Heat

Un mois de Hassanity : l’avenir de Whiteside est-il aussi brillant que ses moyennes de janvier ?

De tous les noms qui ont le plus résonné dans les coulisses de la NBA sur ce début d’année 2015, difficile de trouver plus bruyant que celui de Whiteside, roi Hassan de Floride qui ne cesse d’impressionner avec le Heat.

Il y a un mois, on mentionnait ici le bon boulot effectué par cette longue tige plutôt à l’aise balle en main et sur le terrain, ce nom qui nous rappelait une ancienne Draft complètement plombée par les intouchables Sacramento Kings. Une belle performance face aux Nets, certes, mais l’évocation de son profil avec humour, dérision, et par manque de matos suffisamment solide : sans pouvoir le prendre au sérieux.

Comme de nombreuses autres franchises finalement.

Un mois plus tard, les dégâts ont doublé, triplé même comme lors de cette incroyable mixtape chez les Bulls, un triple-double à une vitesse folle et avec une détermination rare, comme si Tom Thibodeau lui avait manqué de respect par le passé. Le type de scénario auquel Doc Rivers aura finalement droit, l’entraîneur des Clippers mangeant la sauce Hassan sans en laisser une seule miette, 23 points et 16 rebonds en moins de 30 minutes, comme pour lui rappeler qu’il ne faut pas toujours juger un bouquin par sa couverture. Depuis ? Les démonstrations s’enchaînent, et les yeux s’ouvrent de plus en plus. Le simple calcul de ses statistiques sur ce mois d’éruption a de quoi faire transpirer les meilleurs intérieurs de la Ligue : 14.5 points, 10.9 rebonds et 3.5 contres à 63% au tir en…  24 minutes de temps de jeu en moyenne, 6 victoires en 11 rencontres et une hype de la taille de ses bras interminables. La question n’est plus de savoir si Whiteside est capable de jouer au basket, c’est surtout de se demander combien de temps ce phénomène durera et vers quoi peut-il mener par la suite ?
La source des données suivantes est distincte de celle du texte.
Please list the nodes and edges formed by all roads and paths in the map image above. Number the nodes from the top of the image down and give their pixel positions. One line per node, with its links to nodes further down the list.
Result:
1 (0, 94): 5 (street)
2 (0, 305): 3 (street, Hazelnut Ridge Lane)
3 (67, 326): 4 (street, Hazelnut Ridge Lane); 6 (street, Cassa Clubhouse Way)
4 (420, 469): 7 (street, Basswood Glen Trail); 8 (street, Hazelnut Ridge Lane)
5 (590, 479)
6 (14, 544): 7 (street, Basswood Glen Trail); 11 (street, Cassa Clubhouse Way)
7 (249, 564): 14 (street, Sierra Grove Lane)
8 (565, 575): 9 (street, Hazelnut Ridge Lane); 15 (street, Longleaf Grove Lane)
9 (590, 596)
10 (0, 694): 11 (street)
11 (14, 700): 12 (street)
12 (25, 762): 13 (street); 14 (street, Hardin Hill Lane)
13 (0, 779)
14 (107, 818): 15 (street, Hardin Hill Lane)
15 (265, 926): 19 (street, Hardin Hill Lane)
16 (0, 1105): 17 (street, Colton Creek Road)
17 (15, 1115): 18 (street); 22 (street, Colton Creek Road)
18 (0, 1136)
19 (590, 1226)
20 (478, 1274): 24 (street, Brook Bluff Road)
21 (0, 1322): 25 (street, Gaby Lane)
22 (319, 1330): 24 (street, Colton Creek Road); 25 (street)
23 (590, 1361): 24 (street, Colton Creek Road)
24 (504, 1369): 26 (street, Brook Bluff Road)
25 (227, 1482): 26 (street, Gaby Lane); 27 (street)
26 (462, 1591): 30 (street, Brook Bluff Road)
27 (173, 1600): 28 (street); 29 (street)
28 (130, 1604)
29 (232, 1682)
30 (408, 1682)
Car s’il y a bien une chose qu’on connait bien en NBA, ce sont ces feel-good stories, ces joueurs sortis de nulle part qui cartonnent en montrant leur abnégation, leur détermination dans les épreuves du quotidien. Roi de la discipline : Jeremy Lin, devenu prince de la planète sportive et médiatique lors d’un hiver new-yorkais complètement dingue en 2012. Après quelques semaines de squat au paradis de la balle orange, le meneur a dû rendre les clés pour retourner avec les humains et s’offrir une carrière mi-figue mi-Lakers. Ce n’est pas aujourd’hui qu’on va comparer l’évolution d’Hassan Whiteside à celle du petit meneur, mais force est de constater qu’entre Lin, Sundiata Gaines, Greg Stiemsma ou Anthony Morrow, on connait un paquet de joueurs qui ont véritablement lancé leurs carrières dans un splash statistique phénoménal, avant de retomber dans l’anonymat plus ou moins complet. La faute notamment à un changement de système qui enlève tous vos points forts, et donc l’heure d’adouber une nouvelle fois Erik Spoelstra dans sa médecine du Heat après un été des plus difficiles. Le coach de Miami permet à son petit protégé de réaliser ses meilleures tâches en étant le plus à l’aise possible, sans le forcer à devenir une force offensive immédiate, et en limitant son temps de jeu. Du coup ? L’impact de Whiteside peut être évalué non seulement sur un mois, mais aussi sur les prochains à venir. Chris Bosh écarte le terrain, Wade obtient un nouveau partenaire sur les écrans, et la raquette du Heat qui était famélique en début de saison retrouve quelques couleurs. De là à garder une telle moyenne statistique ? Possible, Spoesltra intégrant parfaitement le géant dans son système et ses rotations.

Oui, il y a de fortes chances pour qu’Hassan maintienne ce superbe rythme en Floride et taquine Jimmy Butler dans la course au Most Improved Player. Mais on ne verra certainement pas l’arrivée d’un Dwight Howard 2.0 façon Orlando, avec des 20-15 à foison et un Heat qui rejoint l’élite de sa conférence. On va donc profiter de ce phénomène pour le moment et féliciter une nouvelle fois Spoelstra pour les choix réalisés : l’Hassanity est loin d’être finie.